Layer Tool Scope Frequency Retention Storage
Application + Volumes Velero (Kopia) All namespaces + hcloud-volumes 4× daily (0,6,12,18 UTC) 14 days mtrnord-talos-velero S3 bucket
Longhorn Volumes Longhorn backup (incremental, full every 14d) All Longhorn volumes (group: default) Daily 02:00 UTC 14 backups mtrnord-longhorn-backup S3 bucket
Longhorn Config Longhorn system-backup Longhorn settings + metadata Daily 05:00 UTC 7 backups mtrnord-longhorn-backup S3 bucket
PostgreSQL WAL CNPG barman-cloud postgres-cluster Continuous + scheduled 30 days mtrnord-talos-pg-backup S3 bucket

Key constraint: hcloud-volumes CSI does NOT support snapshots. Velero uses Kopia (file-system copy into S3) for those volumes, which requires applications to be quiesced or tolerant of slightly inconsistent snapshots.


Scenario 1: Single Application Recovery (Velero Kopia)
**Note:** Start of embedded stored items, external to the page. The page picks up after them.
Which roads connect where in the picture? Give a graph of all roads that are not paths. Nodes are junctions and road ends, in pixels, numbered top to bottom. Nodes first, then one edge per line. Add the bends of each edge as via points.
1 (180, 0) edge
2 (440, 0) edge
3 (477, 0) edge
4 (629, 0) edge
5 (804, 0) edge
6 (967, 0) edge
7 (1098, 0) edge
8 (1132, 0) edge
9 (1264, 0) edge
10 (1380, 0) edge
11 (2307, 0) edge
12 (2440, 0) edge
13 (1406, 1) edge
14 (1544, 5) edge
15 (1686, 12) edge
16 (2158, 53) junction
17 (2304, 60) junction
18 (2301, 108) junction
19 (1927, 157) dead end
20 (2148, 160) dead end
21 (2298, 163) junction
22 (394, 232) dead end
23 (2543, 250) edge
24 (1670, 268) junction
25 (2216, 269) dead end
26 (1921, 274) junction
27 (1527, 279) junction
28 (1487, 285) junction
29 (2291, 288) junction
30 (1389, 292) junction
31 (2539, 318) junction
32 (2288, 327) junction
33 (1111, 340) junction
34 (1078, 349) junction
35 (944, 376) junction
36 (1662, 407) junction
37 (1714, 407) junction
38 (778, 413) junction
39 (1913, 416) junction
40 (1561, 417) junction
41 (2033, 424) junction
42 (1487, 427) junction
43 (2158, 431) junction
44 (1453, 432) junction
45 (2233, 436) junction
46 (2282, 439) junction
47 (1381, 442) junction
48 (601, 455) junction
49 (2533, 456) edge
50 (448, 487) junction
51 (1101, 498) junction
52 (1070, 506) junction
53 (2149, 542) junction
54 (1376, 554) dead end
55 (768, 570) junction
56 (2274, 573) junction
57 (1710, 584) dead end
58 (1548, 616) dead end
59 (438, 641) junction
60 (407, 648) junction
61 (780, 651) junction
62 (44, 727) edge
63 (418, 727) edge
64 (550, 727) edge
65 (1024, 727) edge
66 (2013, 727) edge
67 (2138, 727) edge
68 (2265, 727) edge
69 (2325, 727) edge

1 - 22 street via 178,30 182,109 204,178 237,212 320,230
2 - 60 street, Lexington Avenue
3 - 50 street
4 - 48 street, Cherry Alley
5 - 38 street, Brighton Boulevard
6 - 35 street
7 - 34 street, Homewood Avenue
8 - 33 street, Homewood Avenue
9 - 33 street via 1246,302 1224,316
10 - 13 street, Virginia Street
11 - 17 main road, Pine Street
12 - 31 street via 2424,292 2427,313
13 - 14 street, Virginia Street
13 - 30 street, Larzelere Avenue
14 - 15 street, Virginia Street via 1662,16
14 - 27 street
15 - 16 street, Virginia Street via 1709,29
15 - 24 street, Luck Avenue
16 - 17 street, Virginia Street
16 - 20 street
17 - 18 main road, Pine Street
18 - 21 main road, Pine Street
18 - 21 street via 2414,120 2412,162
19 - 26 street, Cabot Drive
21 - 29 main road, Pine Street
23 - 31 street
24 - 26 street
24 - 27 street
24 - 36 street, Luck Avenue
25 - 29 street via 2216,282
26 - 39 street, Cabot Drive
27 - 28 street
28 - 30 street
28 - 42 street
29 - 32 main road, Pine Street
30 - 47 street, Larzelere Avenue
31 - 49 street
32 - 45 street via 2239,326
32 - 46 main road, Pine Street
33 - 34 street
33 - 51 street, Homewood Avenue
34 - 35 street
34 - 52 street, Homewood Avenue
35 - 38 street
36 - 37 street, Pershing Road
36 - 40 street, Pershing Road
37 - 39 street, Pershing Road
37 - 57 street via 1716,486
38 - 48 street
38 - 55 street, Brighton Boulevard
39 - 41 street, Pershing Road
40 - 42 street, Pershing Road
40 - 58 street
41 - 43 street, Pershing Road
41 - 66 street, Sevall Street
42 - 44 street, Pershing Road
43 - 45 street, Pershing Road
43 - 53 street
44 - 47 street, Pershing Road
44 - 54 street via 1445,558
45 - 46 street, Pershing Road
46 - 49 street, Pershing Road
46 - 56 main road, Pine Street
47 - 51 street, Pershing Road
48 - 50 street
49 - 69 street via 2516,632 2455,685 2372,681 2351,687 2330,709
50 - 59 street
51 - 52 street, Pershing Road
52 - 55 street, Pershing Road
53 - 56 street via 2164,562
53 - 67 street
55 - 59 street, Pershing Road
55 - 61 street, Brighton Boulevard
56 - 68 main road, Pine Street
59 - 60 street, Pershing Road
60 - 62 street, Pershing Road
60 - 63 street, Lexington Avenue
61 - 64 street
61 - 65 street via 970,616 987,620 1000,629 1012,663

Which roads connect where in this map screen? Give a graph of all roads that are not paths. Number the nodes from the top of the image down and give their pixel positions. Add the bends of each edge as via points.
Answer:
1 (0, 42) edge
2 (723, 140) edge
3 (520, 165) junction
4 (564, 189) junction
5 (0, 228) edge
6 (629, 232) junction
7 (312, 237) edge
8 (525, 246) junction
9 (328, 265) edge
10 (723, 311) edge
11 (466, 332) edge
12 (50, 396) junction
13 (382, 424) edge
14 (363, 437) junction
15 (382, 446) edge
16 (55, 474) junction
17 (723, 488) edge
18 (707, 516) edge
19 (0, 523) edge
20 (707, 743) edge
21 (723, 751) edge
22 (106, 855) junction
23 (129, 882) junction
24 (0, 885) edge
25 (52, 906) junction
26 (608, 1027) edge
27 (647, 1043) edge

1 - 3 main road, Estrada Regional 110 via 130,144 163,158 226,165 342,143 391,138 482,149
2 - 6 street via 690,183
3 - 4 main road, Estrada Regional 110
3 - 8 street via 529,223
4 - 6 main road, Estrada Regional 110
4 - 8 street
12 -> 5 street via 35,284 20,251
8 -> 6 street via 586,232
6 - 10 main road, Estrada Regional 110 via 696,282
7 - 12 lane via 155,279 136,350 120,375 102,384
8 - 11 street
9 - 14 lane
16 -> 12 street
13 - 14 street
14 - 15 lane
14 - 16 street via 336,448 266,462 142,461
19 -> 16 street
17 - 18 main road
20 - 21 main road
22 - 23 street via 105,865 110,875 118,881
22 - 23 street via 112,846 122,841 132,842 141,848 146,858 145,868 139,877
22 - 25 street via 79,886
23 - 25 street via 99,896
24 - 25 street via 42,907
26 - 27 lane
Use this when one app's data is corrupt or accidentally deleted.

Quick reference

# List available backups
velero backup get

# See what's in a backup
velero backup describe cluster-backup-0000-20260228000000 --details

# Restore a single namespace (full — recommended, see gotchas below)
velero restore create my-restore \
  --from-backup cluster-backup-0600-20260228060000 \
  --include-namespaces=<namespace> \
  --existing-resource-policy=none

# Monitor kopia (file) restore progress
kubectl -n velero get podvolumerestore -o wide

# Restore to a different namespace (test without overwriting live data)
velero restore create --from-backup cluster-backup-0600-20260228060000 \
  --include-namespaces=myapp \
  --namespace-mappings myapp:myapp-restored

Critical: how Velero Kopia volume restore actually works

Kopia does NOT restore data directly into a PVC. Instead:

  1. Velero restores the pod (with an injected restore-wait init container)
  2. The node-agent writes backup data into the PVC while the init container waits
  3. Only after kopia completes does the main container start

Consequence: restoring only PVCs/PVs (--include-resources=persistentvolumeclaims,persistentvolumes) creates an empty PVC shell — no data is written. Always include pods or restore the full namespace.

Correct procedure for a namespace with a running Deployment

If Flux has already reconciled the namespace (Deployment + RS exist at current replicas), a naive restore will fail silently: the RS kills the restored pod before kopia can run.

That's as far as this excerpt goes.